Message non lu
par Drazorback » 09 juin 2008, 23:17
Je débute Takahashi par Blue Heaven...
Et je dois dire que cette lecture est véritablement une bonne surprise. Des personnages aux psychologie travaillées, ça change. Avec l'idée d'ailleurs que le conditionnement est ce qui fait l'homme, ça change de l'explication par l'hérédité génétique ou par l'inné... Les thèmes abordés sur un récit aussi court (à peine plus de 2 tomes vu que la majeure partie du tome 3 est consacrée à des nouvelles de l'auteur) sont assez larges: ségrégations raciales (suspicions à l'écart des passagers asiatiques) et sociales (défiance de la part du milliardaire à l'égard des pauvres), comportements humains en huis clos, importance des statuts sociaux (l'hôtesse qui se veut souriante juste parce que sa fonction le nécessite).

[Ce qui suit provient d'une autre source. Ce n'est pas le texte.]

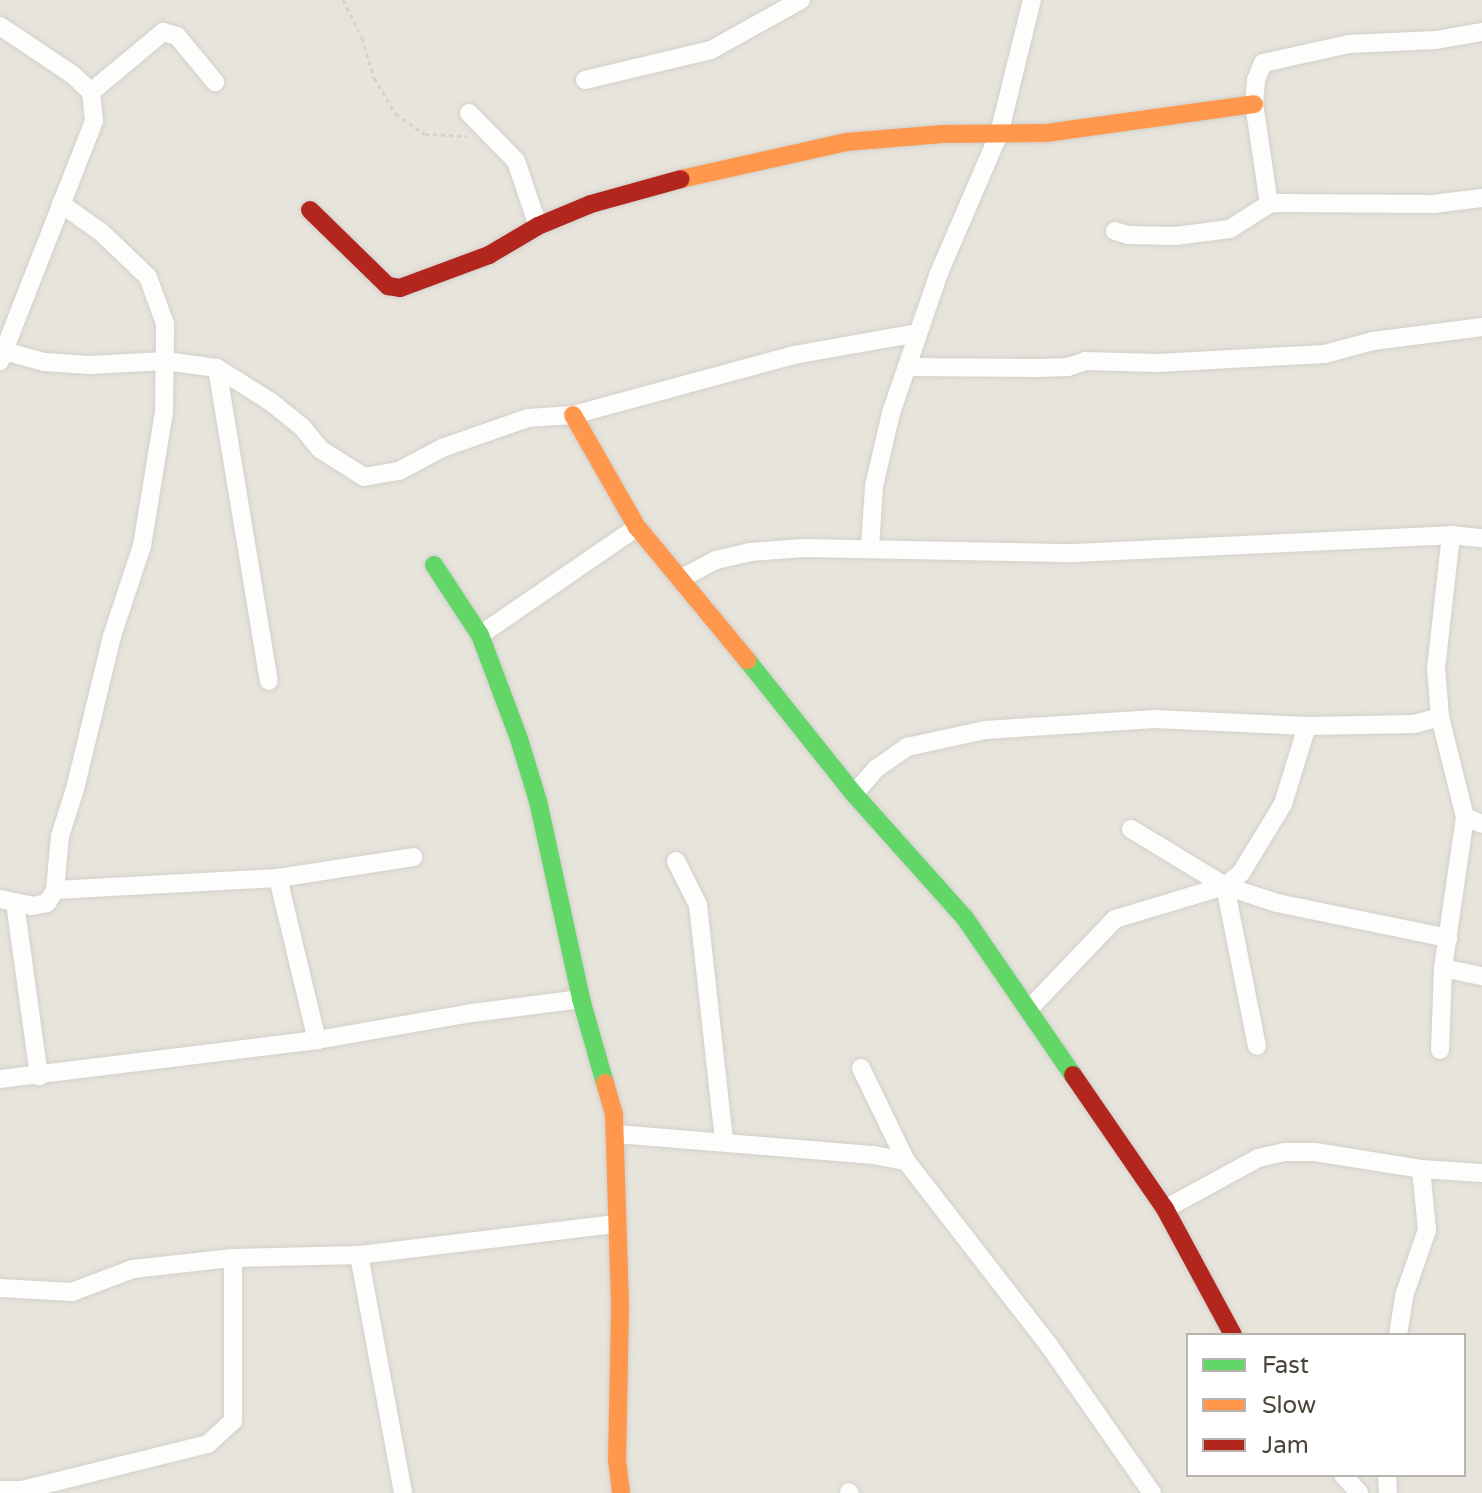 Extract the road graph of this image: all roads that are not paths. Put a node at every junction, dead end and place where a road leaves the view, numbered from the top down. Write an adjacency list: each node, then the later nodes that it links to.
1 (801, 0): 5 (street)
2 (1032, 0): 10 (street)
3 (0, 26): 7 (street)
4 (1482, 32): 8 (street)
5 (585, 80)
6 (215, 82): 7 (street)
7 (91, 92): 12 (street)
8 (1254, 104): 10 (street); 13 (street)
9 (469, 113): 15 (street)
10 (999, 134): 15 (street); 18 (street)
11 (1482, 198): 13 (street)
12 (61, 204): 19 (street); 20 (street)
13 (1269, 204): 16 (street)
14 (310, 210): 15 (street)
15 (538, 226)
16 (1115, 231)
17 (1482, 327): 21 (street)
18 (917, 333): 21 (street); 23 (street)
19 (2, 356): 20 (street)
20 (165, 361): 22 (street); 41 (street)
21 (908, 367): 27 (street)
22 (217, 368): 23 (street); 31 (street)
23 (573, 415): 24 (street)
24 (637, 527): 29 (street); 30 (street)
25 (1451, 535): 26 (street); 27 (street); 32 (street)
26 (1482, 538)
27 (870, 548): 29 (street)
28 (434, 565): 30 (street)
29 (682, 578): 34 (street)
30 (480, 635): 46 (street)
31 (269, 681)
32 (1440, 717): 33 (street); 35 (street)
33 (1307, 726): 34 (street); 40 (street)
34 (854, 794): 47 (street)
35 (1473, 820): 43 (street)
36 (1131, 829): 40 (street)
37 (413, 857): 39 (street)
38 (676, 861): 55 (street)
39 (278, 878): 41 (street); 48 (street)
40 (1225, 886): 43 (street); 47 (street); 49 (street)
41 (55, 890): 42 (street)
42 (8, 901): 52 (street)
43 (1448, 938): 44 (street)
44 (1443, 968): 45 (street); 50 (street)
45 (1482, 976)
46 (581, 999): 48 (street); 54 (street)
47 (1030, 1008): 59 (street)
48 (317, 1040): 52 (street)
49 (1257, 1046)
50 (1440, 1050)
51 (861, 1068): 56 (street)
52 (39, 1076): 53 (street)
53 (0, 1079)
54 (617, 1134): 55 (street); 60 (street)
55 (724, 1142): 56 (street)
56 (906, 1161): 69 (street)
57 (1421, 1169): 58 (street); 59 (street); 65 (street)
58 (1482, 1173)
59 (1165, 1209): 64 (street)
60 (617, 1224): 61 (street); 71 (street)
61 (359, 1255): 62 (street); 70 (street)
62 (233, 1258): 63 (street); 68 (street)
63 (0, 1288)
64 (1232, 1333)
65 (1398, 1333)
66 (1345, 1477): 72 (street)
67 (0, 1490): 68 (street)
68 (22, 1492)
69 (1149, 1492)
70 (403, 1493)
71 (621, 1493)
72 (1359, 1493) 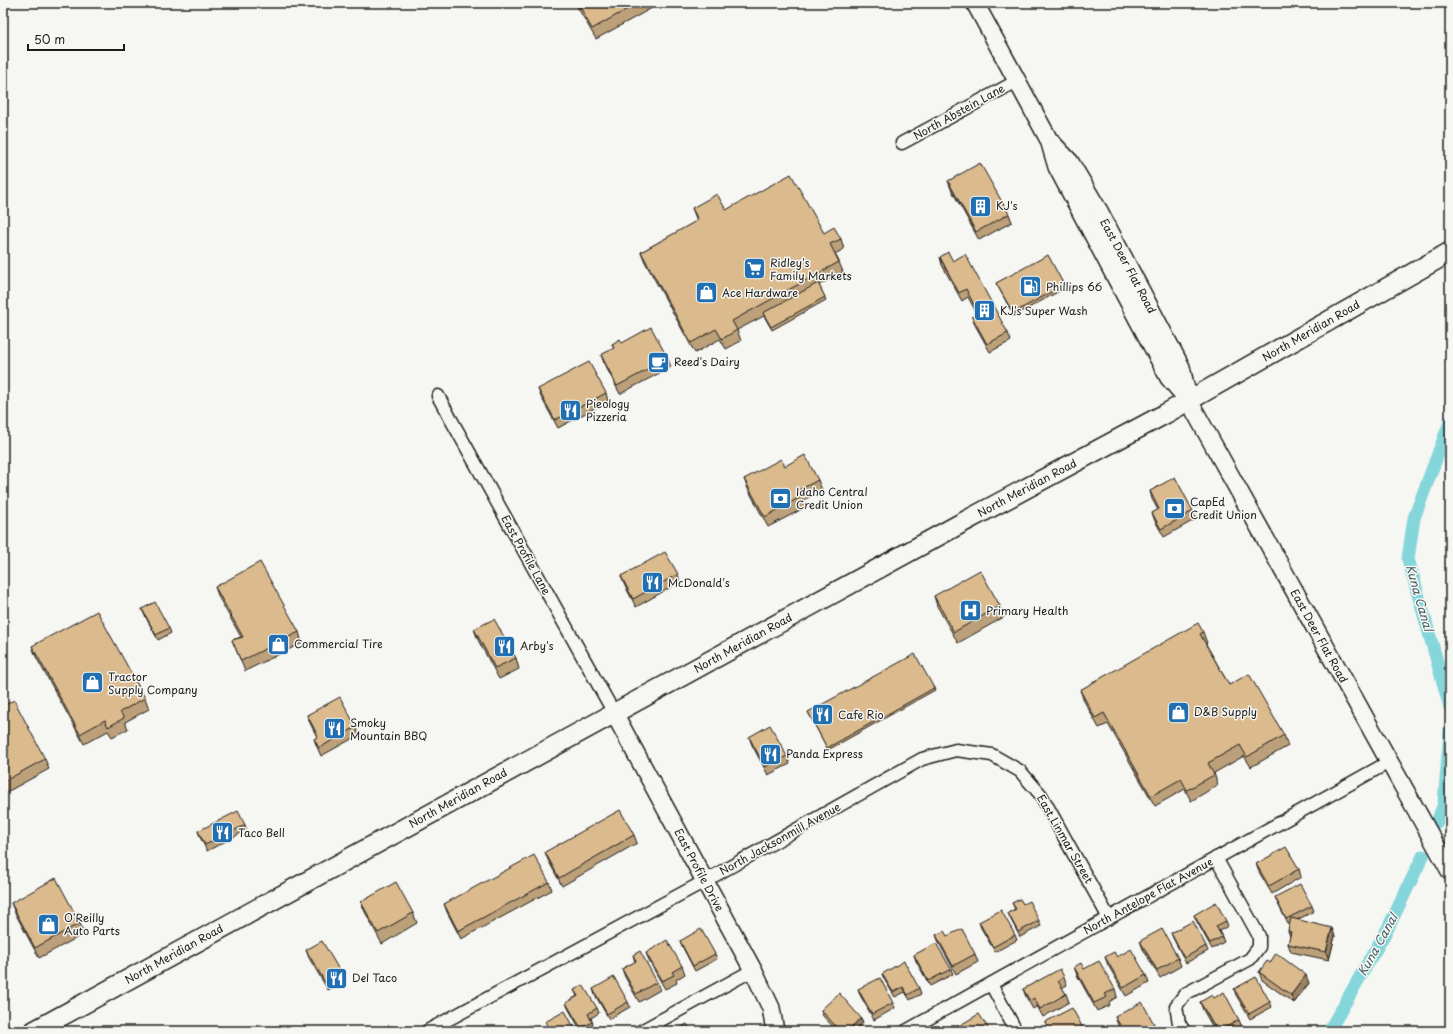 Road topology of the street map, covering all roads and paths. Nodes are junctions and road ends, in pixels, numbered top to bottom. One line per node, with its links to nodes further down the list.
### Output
1 (975, 3): 2 (street, East Deer Flat Road)
2 (1016, 81): 3 (street, North Abstein Lane); 6 (street, East Deer Flat Road)
3 (902, 143)
4 (1450, 252): 6 (main road, North Meridian Road)
5 (438, 396): 7 (street, East Profile Lane)
6 (1189, 401): 7 (main road, North Meridian Road); 9 (street, East Deer Flat Road)
7 (614, 713): 12 (street, East Profile Drive); 16 (main road, North Meridian Road)
8 (992, 755): 12 (street, North Jacksonmill Avenue); 13 (street, East Linmar Street)
9 (1389, 762): 10 (street, North Antelope Flat Avenue); 11 (street, East Deer Flat Road)
10 (1216, 858): 13 (street, North Antelope Flat Avenue); 22 (street)
11 (1450, 871)
12 (704, 881): 14 (street, East Profile Drive); 17 (street, North Jacksonmill Avenue)
13 (1109, 918): 15 (street, North Antelope Flat Avenue)
14 (753, 970): 18 (street); 19 (street, East Profile Drive)
15 (990, 984): 20 (street, North Antelope Flat Avenue); 21 (street)
16 (34, 1031)
17 (427, 1031)
18 (641, 1031)
19 (775, 1031)
20 (906, 1031)
21 (1016, 1031)
22 (1184, 1031) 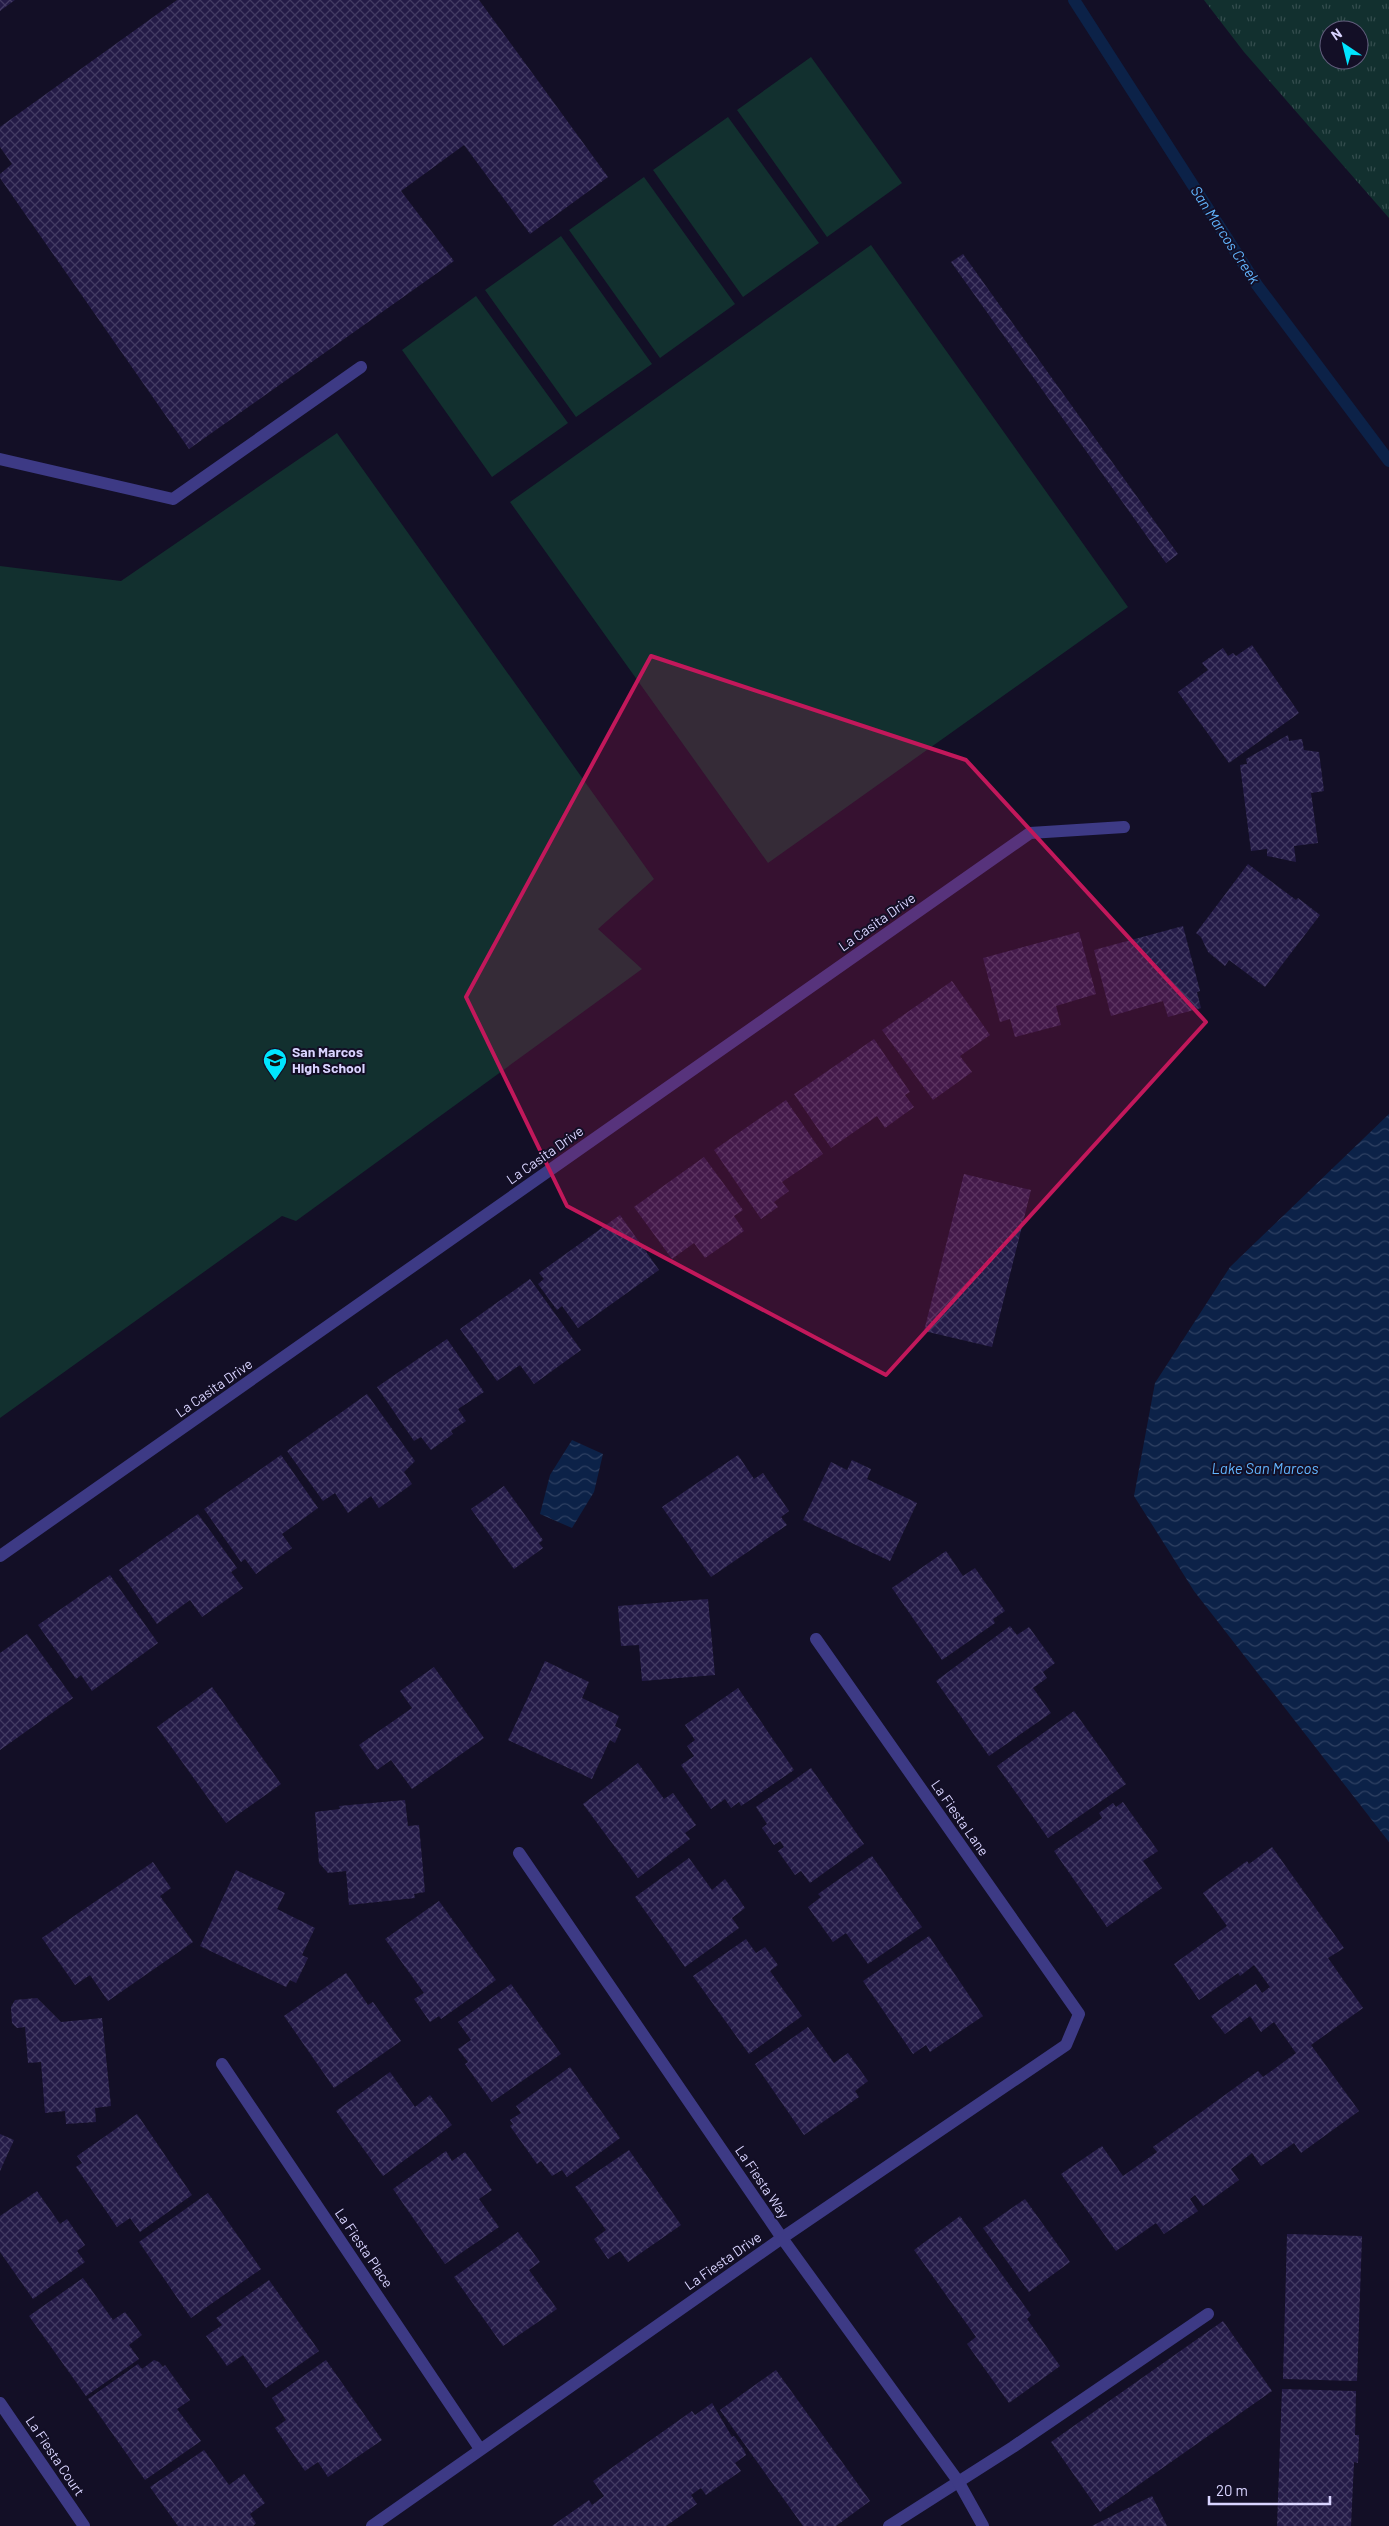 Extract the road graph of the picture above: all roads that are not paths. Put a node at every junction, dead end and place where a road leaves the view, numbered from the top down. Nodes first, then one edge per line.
1 (361, 367) dead end
2 (0, 459) edge
3 (1124, 828) dead end
4 (0, 1556) edge
5 (816, 1639) dead end
6 (520, 1853) dead end
7 (1079, 2014) joint
8 (222, 2064) dead end
9 (782, 2238) junction
10 (1208, 2314) dead end
11 (0, 2403) edge
12 (480, 2449) junction
13 (958, 2481) junction
14 (84, 2526) edge
15 (372, 2526) edge
16 (889, 2526) edge
17 (983, 2526) edge

1 - 2 street
3 - 4 street, La Casita Drive
5 - 7 street, La Fiesta Lane
6 - 9 street, La Fiesta Way
7 - 9 street, La Fiesta Drive
8 - 12 street, La Fiesta Place
9 - 12 street, La Fiesta Drive
9 - 13 street, La Fiesta Way
10 - 13 street
11 - 14 street, La Fiesta Court
12 - 15 street, La Fiesta Drive
13 - 16 street
13 - 17 street, La Fiesta Way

Une sauvagerie assez bien contrôlée, un trait vraiment classieux. Un côté assez rough, un chara design soigneux qui évite à la fois la surenchère de détails pour distinguer les personnages et le passe-partout. Contrairement à ce qui a été dit, je trouve justement que le dessin n'insiste pas particulièrement sur la représentation de la violence: juste assez pour conférer au manga une ambiance réaliste. On est pas dans le gore ou le trash, loin de là. Certes le format étant assez court, les scènes de massacre sont assez condensés, mais cela ne cherche jamais à être choquant (pas de scènes de torture ou de représentation de cadavres défigurés par exemple).
D'un point de vue purement technique, l'histoire a pour mérite de ne pas avoir de héros, il s'agit d'une histoire à plusieurs voix. Ce qui n'est pas si courant dans le domaine du manga. Il est donc impossible de s'identifier -à priori- à qui que ce soit. Le lecteur suit l'histoire de l'extérieur, avec son propre point de vue. Aucun manichéisme, ne serait-ce que parce que le camp des bons, de ceux qui défendent des valeurs majoritairement approuvé, est minime et secondaire dans l'avancement de l'intrigue. Le final débouche d'abord sur une sorte d'impasse, une non prise de position.
[spoiler]Si ce n'est une étrange métaphore entre le comportement de Leng sur le Blue Heaven et l'utilisation de la bombe atomique sur Terre. Il est d'ailleurs assez troublant de remarquer que le Blue Heaven est à plusieurs reprises comparé à une version miniature de notre planète bleue (l'ironique Blue Heaven?). Peut être donc que la non-issue serait une sorte de dénonciation de la bombe A ou de toute forme de destruction. Il est d'ailleurs assez amusant de voir plusieurs références faites au 11 septembre, au terrorisme (pourquoi le choix de ce terme pour qualifier Leng, après tout) et de voir comment Lau essaie d'endoctriner idéologiquement les American-européens contre les Asiatiques (on peut penser au choc des cultures avancé par Samuel Huntington, en extrapolant). Blue Heaven pourrait donc être une oeuvre à double sens: une analyse psychologique de l'être humain en conditions spécifiques mais aussi une fable contre la nouvelle forme de guerre, la fameuse War On Terror prônée par les dirigeants Américains.[/spoiler]
Bref, un auteur qui me semble digne d'être l'objet d'un approfondissement de l'intégrale de son oeuvre (et vue le nombre de volumes sortis en France, ça sera plutôt rapide).